Where the Channel Classics gains, too, is in the use of period instruments; light and airy Le Violons du Roy may be on Naïve but, despite the archaic spelling, they use modern instruments. Much as I enjoyed the more studied account of this aria on Naïve, Oitzinger and Gaigg emerge as winners for me and this track leads on to a rousing finale of Part One.
There’s a Berlin Classics recording (0091752BC) on which Edith Mathis sings Aminta’s Aria #11, Quel nocchier che in gran procella (CD2, track 4 on Channel Classics). Here, too, Michi Gaigg’s tempo is slightly faster than Bernhard Klee’s. Marelize Gerber may have a less famous name than that of Edith Mathis, but there’s little to choose between them and again I incline slightly towards the tempo on the new recording.
The other singers are also very good. In the stillness after the storm of the narration of the death of Holfernes, Christian Zenker’s rendition of Achior’s Aria #13, Te adoro (CD2, tr.8) strikes the right note before the exultant finale.
I’ve mentioned conductor Michi Gaigg en passant as setting fairly fast, dramatic tempi. It’s her guiding hand that ultimately makes this recording well worth considering. Terry Barfoot thought that her earlier recording of Mozart tenor arias with Christophe Prégardien was fresh and direct and had much to commend it - review. I not only happily second that, I’d also go up a notch or two and say that I can’t imagine a better presentation of this music. That said, the dramatic account of the overture from Concerto Köln on Capriccio C71003 - 3:40 against Gaigg’s by no means sedate 4:03 and Peter Schreier’s 3:56 - raises the intriguing possibility of an even more cogent account.

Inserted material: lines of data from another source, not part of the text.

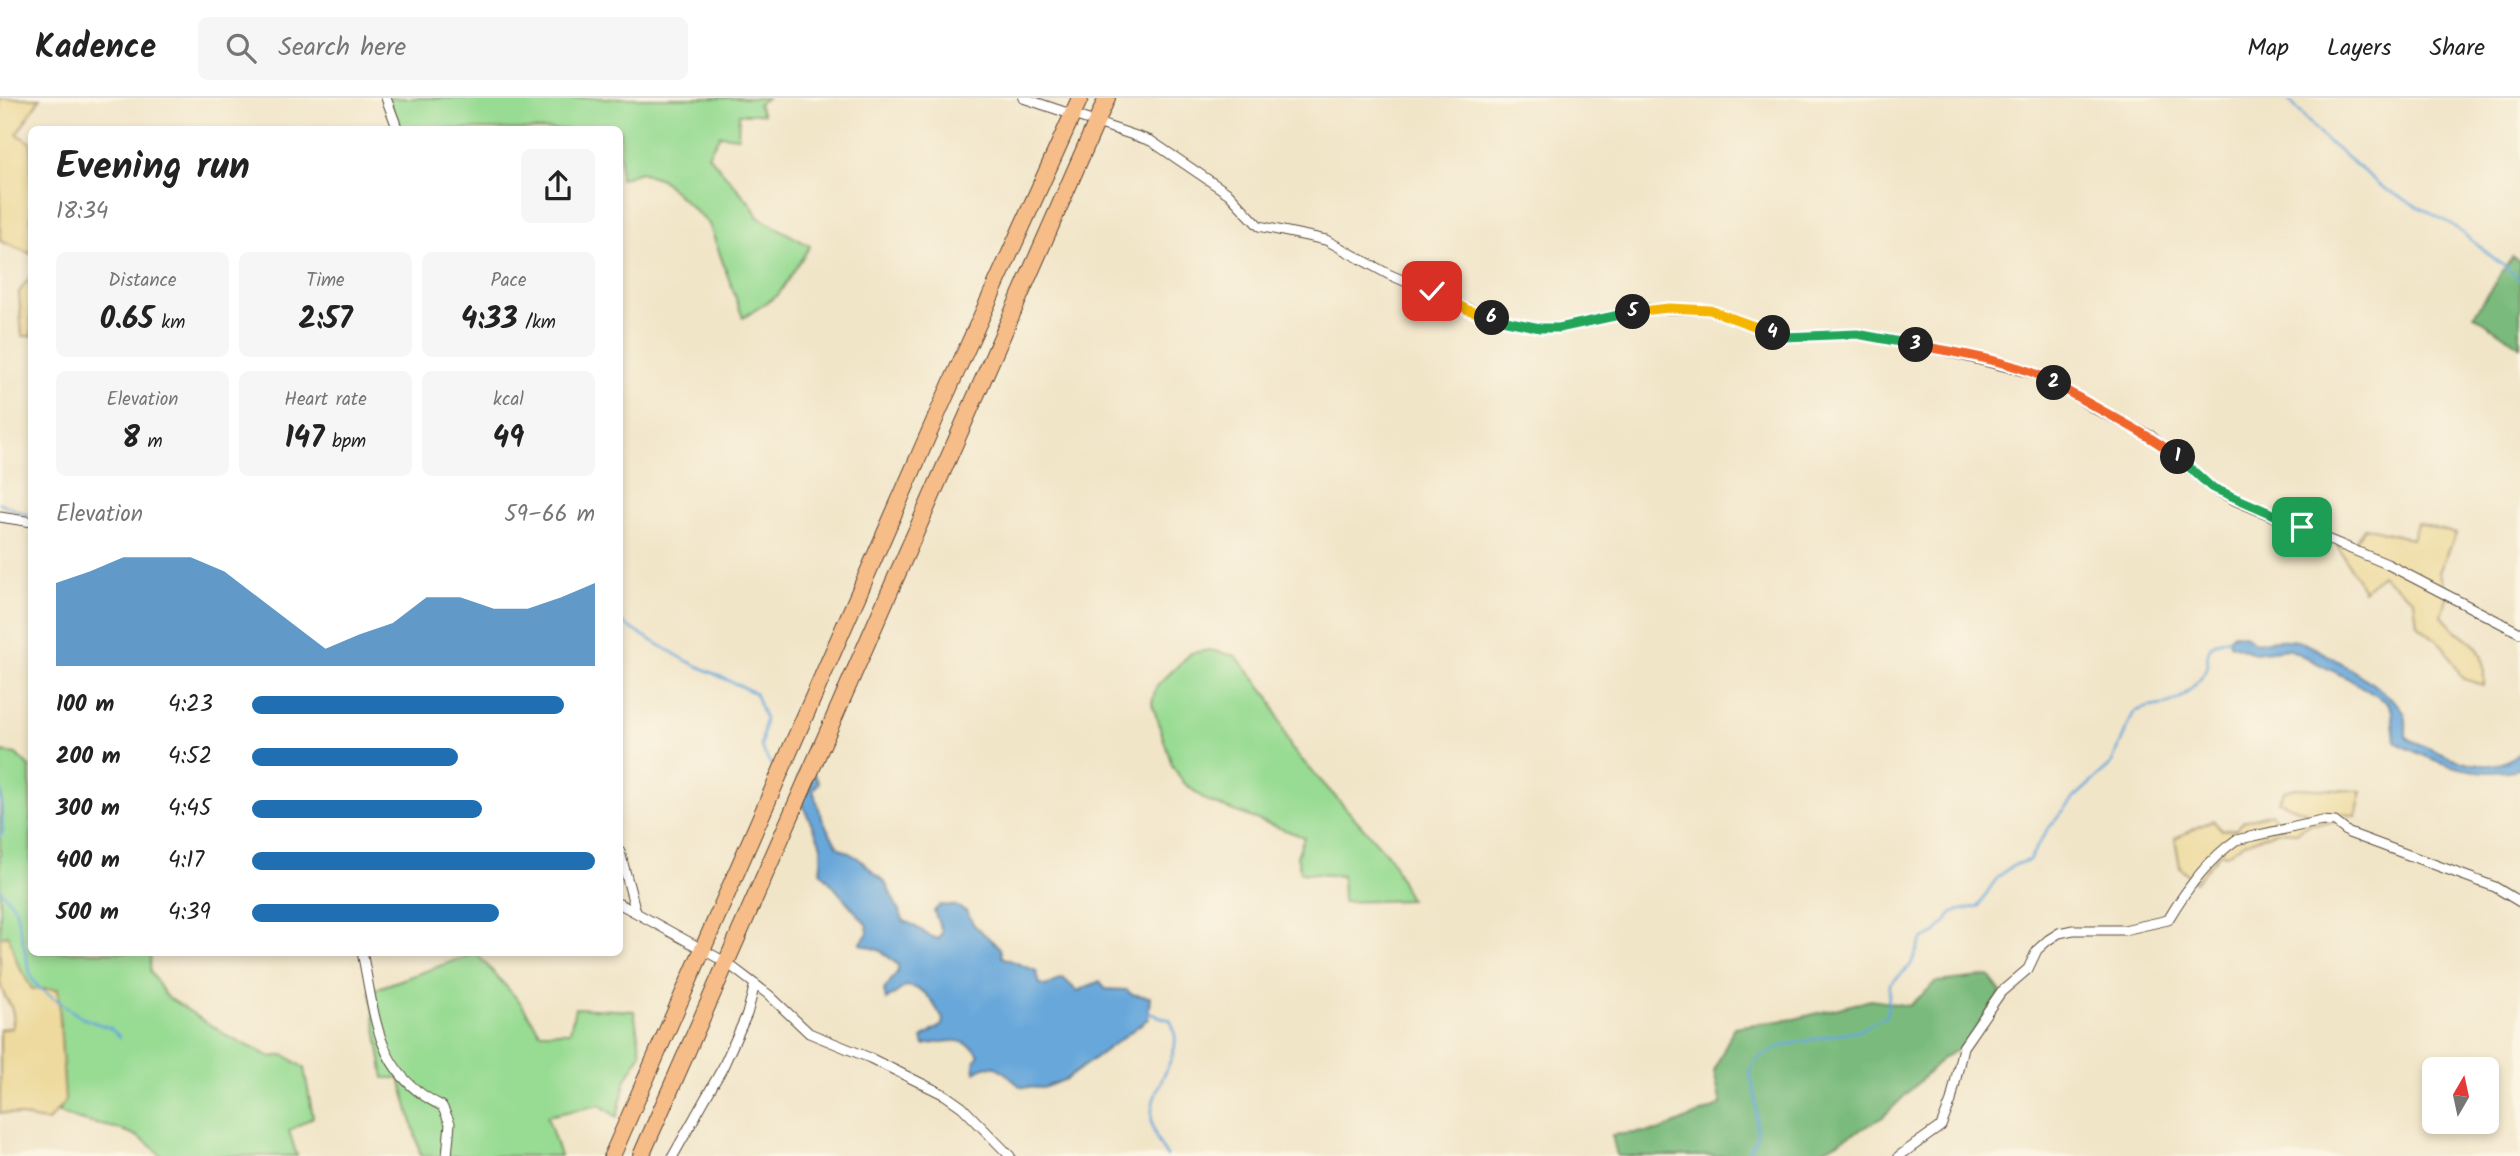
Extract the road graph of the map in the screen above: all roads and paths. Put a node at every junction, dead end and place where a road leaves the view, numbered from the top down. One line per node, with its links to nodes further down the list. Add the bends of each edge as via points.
1 (386, 98): 7 (street)
2 (1023, 98): 5 (street)
3 (1080, 98): 5 (highway)
4 (1107, 98): 6 (highway)
5 (1073, 113): 6 (street); 15 (highway)
6 (1096, 122): 10 (street, via 1151,141 1208,178 1259,226 1326,240 1388,274 1488,317 1559,328 1644,309 1710,310 1784,337 1857,334 2043,376 2095,409 2151,436 2219,492 2387,564); 17 (highway)
7 (396, 126)
8 (0, 517): 9 (street)
9 (28, 521)
10 (2520, 633)
11 (623, 863): 14 (street)
12 (2520, 902): 24 (street, via 2495,887 2349,833 2335,822 2236,840 2224,848 2168,920 2124,930 2059,933 2037,950 2028,969 2001,992 1963,1047 1941,1126)
13 (623, 906): 14 (street)
14 (636, 912): 15 (street)
15 (703, 949): 17 (street); 20 (highway)
16 (363, 956): 19 (street, via 378,1033 400,1078 419,1095 442,1106 450,1123)
17 (727, 963): 18 (street); 21 (highway)
18 (755, 984): 22 (street, via 723,1067); 23 (street, via 810,1033 953,1101)
19 (447, 1156)
20 (612, 1156)
21 (641, 1156)
22 (673, 1156)
23 (1010, 1156)
24 (1899, 1156)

I listened to these discs via the CD tracks and, in stereo only, via the SACD tracks. The former is so good that SACD actually adds very little on this occasion.

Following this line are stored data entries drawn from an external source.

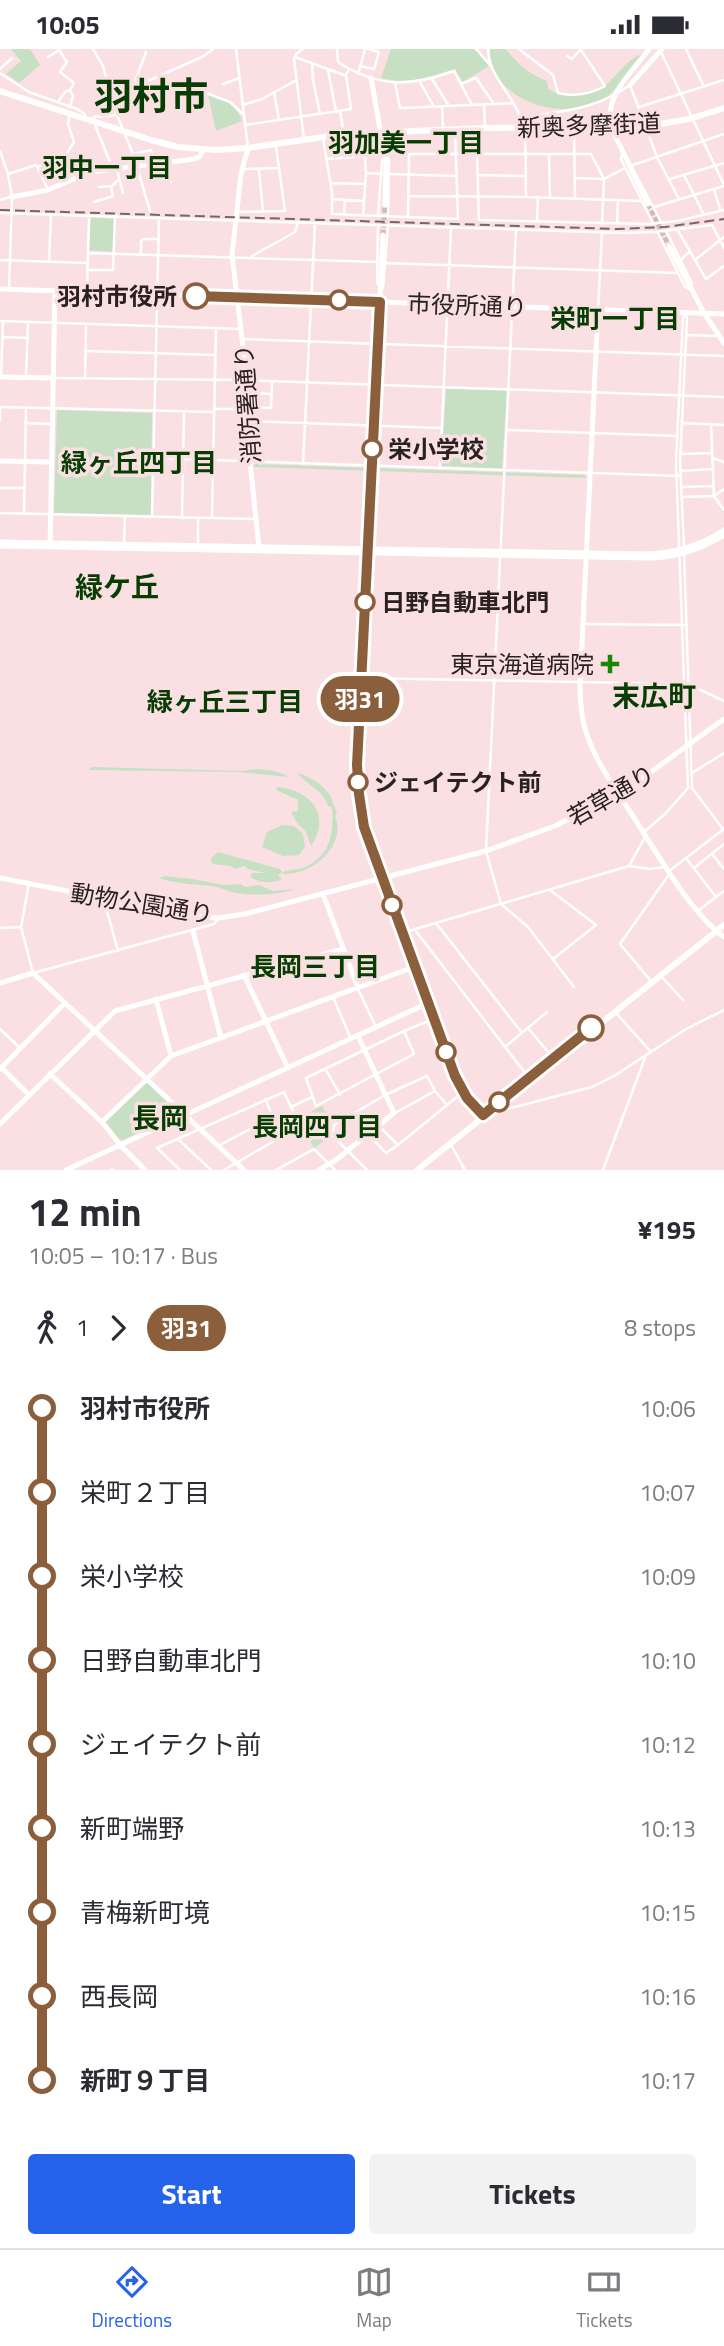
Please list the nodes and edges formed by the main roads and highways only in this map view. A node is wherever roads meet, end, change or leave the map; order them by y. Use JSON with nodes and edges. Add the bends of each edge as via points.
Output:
{"nodes":[{"id":1,"x":0,"y":91,"type":"edge"},
{"id":2,"x":724,"y":108,"type":"edge"},
{"id":3,"x":724,"y":925,"type":"edge"},
{"id":4,"x":661,"y":976,"type":"junction"},
{"id":5,"x":615,"y":1011,"type":"junction"},
{"id":6,"x":494,"y":1108,"type":"junction"},
{"id":7,"x":415,"y":1170,"type":"edge"}],
"edges":[{"from":1,"to":2,"type":"main road","name":"新奥多摩街道","via":[[165,144],[228,154],[344,134],[646,126]]},
{"from":3,"to":4,"type":"main road"},
{"from":4,"to":5,"type":"main road"},
{"from":4,"to":5,"type":"main road"},
{"from":5,"to":6,"type":"main road"},
{"from":5,"to":6,"type":"main road"},
{"from":6,"to":7,"type":"main road"}]}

Luxurious the booklet may be but the notes would have benefited from better proof-reading, preferably by an Anglophone. To translate La Betulia liberata as ‘The liberated Bethulia’ (p.8) betrays a lack of understanding of English usage. I’ll treat ‘the unit of action’ (p.11) as a straight typo for ‘unity’, but I really don’t know what ‘the Assyrians were at the most Babylonians’ (p.11) is supposed to mean. That ‘at the most’ is used to translate bestenfalls in the original German, best rendered here as ‘most likely’. The Räte (counsellors) Cabri and Carmi become ‘councils’ in the English notes. The English translation of the libretto is much more idiomatic.
Not the most urgent choice for those who have yet to get to know Mozart’s mature masterpieces but all concerned here make this well worthwhile for confirmed Mozartians. As an added incentive I note that several online suppliers are offering this set at an attractive price, currently around £18.